• **Data entries**:
+ + + +
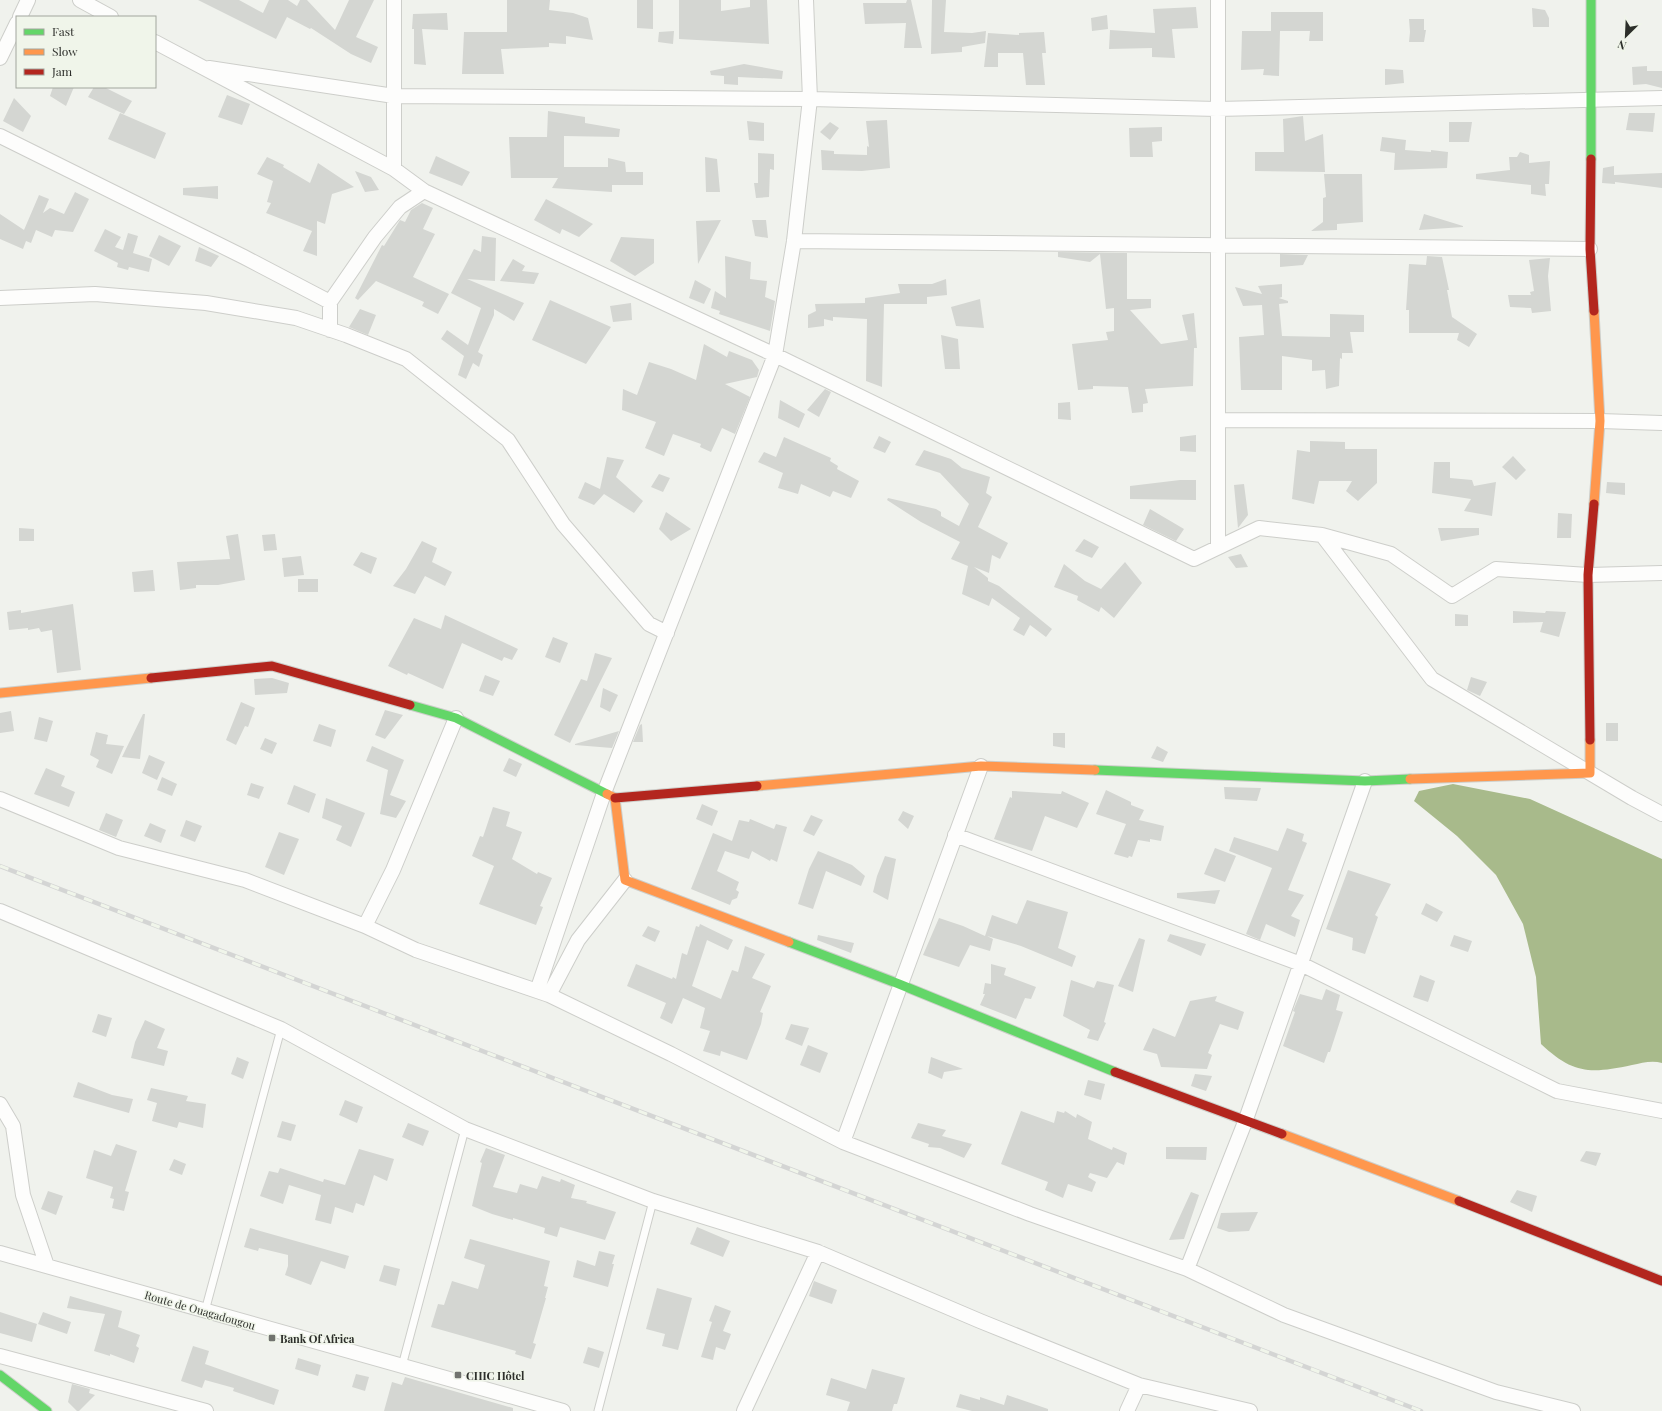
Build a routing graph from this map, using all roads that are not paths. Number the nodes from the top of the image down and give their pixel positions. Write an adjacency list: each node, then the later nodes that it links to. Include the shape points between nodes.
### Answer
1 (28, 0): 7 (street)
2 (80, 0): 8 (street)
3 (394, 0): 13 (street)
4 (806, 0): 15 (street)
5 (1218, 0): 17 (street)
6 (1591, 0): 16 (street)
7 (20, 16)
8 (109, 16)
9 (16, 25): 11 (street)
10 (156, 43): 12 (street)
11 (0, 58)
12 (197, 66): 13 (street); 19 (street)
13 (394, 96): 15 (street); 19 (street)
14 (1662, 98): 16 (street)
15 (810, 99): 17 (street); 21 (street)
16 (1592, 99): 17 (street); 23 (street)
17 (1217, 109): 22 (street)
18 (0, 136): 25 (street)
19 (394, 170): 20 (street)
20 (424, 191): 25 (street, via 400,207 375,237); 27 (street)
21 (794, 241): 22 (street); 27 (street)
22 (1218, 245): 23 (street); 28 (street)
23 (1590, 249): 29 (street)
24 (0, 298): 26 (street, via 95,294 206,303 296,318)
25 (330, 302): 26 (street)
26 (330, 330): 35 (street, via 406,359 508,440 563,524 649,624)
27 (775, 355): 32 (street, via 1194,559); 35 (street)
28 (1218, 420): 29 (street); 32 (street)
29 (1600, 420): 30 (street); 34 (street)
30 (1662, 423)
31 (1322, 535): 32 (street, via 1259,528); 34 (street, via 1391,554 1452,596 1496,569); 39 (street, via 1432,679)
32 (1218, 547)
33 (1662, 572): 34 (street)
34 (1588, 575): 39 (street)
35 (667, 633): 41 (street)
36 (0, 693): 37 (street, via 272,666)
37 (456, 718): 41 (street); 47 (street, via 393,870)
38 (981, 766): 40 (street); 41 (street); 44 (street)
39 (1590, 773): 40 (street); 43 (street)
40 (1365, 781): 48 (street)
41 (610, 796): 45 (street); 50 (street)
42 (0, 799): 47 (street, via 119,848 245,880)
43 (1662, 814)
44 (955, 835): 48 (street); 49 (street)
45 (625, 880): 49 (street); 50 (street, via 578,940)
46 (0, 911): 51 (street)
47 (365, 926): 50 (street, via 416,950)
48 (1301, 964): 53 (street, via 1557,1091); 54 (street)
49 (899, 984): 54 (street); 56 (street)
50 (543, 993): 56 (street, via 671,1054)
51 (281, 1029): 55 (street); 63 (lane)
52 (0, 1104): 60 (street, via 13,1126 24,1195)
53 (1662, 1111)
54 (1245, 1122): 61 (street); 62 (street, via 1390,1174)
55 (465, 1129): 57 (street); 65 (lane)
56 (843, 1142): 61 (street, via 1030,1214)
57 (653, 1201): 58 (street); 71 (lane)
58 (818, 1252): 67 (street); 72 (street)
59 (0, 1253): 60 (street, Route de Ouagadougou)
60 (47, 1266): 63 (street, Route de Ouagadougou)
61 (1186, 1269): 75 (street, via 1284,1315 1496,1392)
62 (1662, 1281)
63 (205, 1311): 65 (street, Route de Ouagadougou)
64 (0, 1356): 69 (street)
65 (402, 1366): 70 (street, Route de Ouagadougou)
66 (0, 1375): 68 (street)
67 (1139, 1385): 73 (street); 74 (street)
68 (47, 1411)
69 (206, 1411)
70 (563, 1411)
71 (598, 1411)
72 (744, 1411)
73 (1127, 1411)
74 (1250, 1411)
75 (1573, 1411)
+ + + +
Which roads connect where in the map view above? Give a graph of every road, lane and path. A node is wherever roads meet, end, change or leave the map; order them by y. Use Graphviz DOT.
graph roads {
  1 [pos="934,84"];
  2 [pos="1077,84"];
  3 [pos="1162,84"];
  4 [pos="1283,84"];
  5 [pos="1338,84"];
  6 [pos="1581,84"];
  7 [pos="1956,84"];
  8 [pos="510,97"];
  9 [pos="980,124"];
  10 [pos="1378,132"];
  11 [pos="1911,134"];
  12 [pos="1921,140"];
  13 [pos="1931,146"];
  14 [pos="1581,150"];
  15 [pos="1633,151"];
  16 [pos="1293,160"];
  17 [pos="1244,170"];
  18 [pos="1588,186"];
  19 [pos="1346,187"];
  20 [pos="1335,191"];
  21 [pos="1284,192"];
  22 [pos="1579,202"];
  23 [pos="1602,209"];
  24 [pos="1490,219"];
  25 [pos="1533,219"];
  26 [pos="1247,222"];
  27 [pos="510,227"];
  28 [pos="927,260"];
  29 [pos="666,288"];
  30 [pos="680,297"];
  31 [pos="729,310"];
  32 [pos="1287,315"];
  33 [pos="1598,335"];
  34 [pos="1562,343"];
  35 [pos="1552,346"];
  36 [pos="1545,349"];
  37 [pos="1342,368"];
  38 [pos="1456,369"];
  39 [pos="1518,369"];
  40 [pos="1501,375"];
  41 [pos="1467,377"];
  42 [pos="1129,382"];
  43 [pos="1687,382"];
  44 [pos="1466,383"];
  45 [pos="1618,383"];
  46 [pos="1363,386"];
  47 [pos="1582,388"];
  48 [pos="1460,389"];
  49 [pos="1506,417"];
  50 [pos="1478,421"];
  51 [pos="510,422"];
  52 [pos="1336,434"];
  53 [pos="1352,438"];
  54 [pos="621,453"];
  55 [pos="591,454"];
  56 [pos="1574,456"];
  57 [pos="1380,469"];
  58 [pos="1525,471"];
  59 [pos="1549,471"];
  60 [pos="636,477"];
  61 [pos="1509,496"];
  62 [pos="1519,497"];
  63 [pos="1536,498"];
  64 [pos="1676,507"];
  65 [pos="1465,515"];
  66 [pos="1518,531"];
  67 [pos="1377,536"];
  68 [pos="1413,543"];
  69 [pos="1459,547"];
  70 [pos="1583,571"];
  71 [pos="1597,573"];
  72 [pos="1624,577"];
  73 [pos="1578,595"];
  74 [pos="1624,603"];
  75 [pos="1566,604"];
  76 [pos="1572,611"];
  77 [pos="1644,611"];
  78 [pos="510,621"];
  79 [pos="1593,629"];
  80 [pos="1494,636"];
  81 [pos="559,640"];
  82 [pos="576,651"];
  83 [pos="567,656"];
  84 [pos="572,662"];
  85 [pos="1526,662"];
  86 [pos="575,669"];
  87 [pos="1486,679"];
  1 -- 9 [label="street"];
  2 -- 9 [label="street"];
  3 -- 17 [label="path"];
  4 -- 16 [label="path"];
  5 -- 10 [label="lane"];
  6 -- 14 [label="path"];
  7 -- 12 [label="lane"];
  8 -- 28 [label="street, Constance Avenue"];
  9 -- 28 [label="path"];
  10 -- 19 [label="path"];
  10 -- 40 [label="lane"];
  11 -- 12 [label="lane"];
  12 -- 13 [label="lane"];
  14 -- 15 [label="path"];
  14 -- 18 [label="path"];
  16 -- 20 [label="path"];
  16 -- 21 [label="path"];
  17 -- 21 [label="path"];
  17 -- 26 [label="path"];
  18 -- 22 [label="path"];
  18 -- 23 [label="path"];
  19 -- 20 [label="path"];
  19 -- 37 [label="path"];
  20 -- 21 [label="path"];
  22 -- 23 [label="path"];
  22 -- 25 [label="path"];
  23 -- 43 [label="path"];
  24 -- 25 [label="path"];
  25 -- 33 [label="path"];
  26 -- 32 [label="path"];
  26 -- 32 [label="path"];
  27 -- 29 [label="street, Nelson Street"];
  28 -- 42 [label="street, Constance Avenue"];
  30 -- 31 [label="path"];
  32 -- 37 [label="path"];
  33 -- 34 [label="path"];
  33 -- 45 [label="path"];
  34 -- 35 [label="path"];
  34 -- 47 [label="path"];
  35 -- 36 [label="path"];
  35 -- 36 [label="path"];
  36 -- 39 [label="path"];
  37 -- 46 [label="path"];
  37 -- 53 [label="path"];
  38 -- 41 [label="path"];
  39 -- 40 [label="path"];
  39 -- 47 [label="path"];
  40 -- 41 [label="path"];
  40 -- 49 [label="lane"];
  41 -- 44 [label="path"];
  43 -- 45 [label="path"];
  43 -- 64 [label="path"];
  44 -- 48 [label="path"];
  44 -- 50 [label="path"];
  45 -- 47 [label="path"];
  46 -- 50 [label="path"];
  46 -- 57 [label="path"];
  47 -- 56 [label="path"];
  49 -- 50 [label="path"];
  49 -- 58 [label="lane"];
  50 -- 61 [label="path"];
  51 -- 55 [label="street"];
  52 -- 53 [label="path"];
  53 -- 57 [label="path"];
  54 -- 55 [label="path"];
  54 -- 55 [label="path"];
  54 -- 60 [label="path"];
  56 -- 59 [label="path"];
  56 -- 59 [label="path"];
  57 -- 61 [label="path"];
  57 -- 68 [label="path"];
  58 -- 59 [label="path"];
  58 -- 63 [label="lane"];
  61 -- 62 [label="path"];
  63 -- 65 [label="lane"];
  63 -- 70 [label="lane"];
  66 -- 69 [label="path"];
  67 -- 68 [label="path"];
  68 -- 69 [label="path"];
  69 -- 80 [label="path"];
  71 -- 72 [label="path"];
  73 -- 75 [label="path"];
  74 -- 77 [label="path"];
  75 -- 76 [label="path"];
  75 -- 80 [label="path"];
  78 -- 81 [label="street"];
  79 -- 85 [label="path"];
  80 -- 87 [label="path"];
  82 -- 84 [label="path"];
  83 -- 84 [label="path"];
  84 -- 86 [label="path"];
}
+ + + +
• **WHAT THE EXERCISE ASKS**: Each line of the entries that contains the word "Ouagadougou" should be listed.

• **OUTPUT BELOW**:
59 (0, 1253): 60 (street, Route de Ouagadougou)
60 (47, 1266): 63 (street, Route de Ouagadougou)
63 (205, 1311): 65 (street, Route de Ouagadougou)
65 (402, 1366): 70 (street, Route de Ouagadougou)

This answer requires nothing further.